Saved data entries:
-----
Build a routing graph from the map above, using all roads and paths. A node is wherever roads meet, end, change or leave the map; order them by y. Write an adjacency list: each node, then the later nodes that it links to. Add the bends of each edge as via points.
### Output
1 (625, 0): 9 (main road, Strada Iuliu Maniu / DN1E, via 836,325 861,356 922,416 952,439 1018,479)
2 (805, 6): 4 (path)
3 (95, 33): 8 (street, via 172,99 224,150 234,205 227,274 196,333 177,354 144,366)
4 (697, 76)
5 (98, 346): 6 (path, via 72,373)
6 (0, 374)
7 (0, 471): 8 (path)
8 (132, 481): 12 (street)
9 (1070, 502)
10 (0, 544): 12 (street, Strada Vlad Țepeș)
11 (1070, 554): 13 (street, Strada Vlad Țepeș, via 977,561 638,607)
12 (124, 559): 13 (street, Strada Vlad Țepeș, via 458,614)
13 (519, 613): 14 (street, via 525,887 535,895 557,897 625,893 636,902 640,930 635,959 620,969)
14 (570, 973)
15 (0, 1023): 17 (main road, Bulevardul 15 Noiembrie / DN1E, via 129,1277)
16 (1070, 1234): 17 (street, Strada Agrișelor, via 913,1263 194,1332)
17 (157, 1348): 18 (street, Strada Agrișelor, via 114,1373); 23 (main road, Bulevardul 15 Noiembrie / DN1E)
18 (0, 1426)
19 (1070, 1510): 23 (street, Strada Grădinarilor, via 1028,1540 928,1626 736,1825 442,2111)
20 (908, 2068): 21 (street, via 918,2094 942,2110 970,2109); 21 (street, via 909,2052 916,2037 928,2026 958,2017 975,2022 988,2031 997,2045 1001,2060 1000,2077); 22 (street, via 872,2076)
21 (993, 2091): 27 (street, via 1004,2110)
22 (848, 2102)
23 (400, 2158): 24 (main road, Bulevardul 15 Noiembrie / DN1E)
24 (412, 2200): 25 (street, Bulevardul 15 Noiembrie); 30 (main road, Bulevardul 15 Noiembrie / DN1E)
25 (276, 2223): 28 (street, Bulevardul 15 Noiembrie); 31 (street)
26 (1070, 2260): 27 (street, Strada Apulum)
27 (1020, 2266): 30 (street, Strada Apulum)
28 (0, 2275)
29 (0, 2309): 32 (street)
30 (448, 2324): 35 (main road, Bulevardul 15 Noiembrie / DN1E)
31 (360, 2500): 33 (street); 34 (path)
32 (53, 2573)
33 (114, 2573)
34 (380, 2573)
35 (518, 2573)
-----
### Task statement
Copy out the data shown above without altering anything.

### Output for this task
Build a routing graph from the map above, using all roads and paths. A node is wherever roads meet, end, change or leave the map; order them by y. Write an adjacency list: each node, then the later nodes that it links to. Add the bends of each edge as via points.
### Output
1 (625, 0): 9 (main road, Strada Iuliu Maniu / DN1E, via 836,325 861,356 922,416 952,439 1018,479)
2 (805, 6): 4 (path)
3 (95, 33): 8 (street, via 172,99 224,150 234,205 227,274 196,333 177,354 144,366)
4 (697, 76)
5 (98, 346): 6 (path, via 72,373)
6 (0, 374)
7 (0, 471): 8 (path)
8 (132, 481): 12 (street)
9 (1070, 502)
10 (0, 544): 12 (street, Strada Vlad Țepeș)
11 (1070, 554): 13 (street, Strada Vlad Țepeș, via 977,561 638,607)
12 (124, 559): 13 (street, Strada Vlad Țepeș, via 458,614)
13 (519, 613): 14 (street, via 525,887 535,895 557,897 625,893 636,902 640,930 635,959 620,969)
14 (570, 973)
15 (0, 1023): 17 (main road, Bulevardul 15 Noiembrie / DN1E, via 129,1277)
16 (1070, 1234): 17 (street, Strada Agrișelor, via 913,1263 194,1332)
17 (157, 1348): 18 (street, Strada Agrișelor, via 114,1373); 23 (main road, Bulevardul 15 Noiembrie / DN1E)
18 (0, 1426)
19 (1070, 1510): 23 (street, Strada Grădinarilor, via 1028,1540 928,1626 736,1825 442,2111)
20 (908, 2068): 21 (street, via 918,2094 942,2110 970,2109); 21 (street, via 909,2052 916,2037 928,2026 958,2017 975,2022 988,2031 997,2045 1001,2060 1000,2077); 22 (street, via 872,2076)
21 (993, 2091): 27 (street, via 1004,2110)
22 (848, 2102)
23 (400, 2158): 24 (main road, Bulevardul 15 Noiembrie / DN1E)
24 (412, 2200): 25 (street, Bulevardul 15 Noiembrie); 30 (main road, Bulevardul 15 Noiembrie / DN1E)
25 (276, 2223): 28 (street, Bulevardul 15 Noiembrie); 31 (street)
26 (1070, 2260): 27 (street, Strada Apulum)
27 (1020, 2266): 30 (street, Strada Apulum)
28 (0, 2275)
29 (0, 2309): 32 (street)
30 (448, 2324): 35 (main road, Bulevardul 15 Noiembrie / DN1E)
31 (360, 2500): 33 (street); 34 (path)
32 (53, 2573)
33 (114, 2573)
34 (380, 2573)
35 (518, 2573)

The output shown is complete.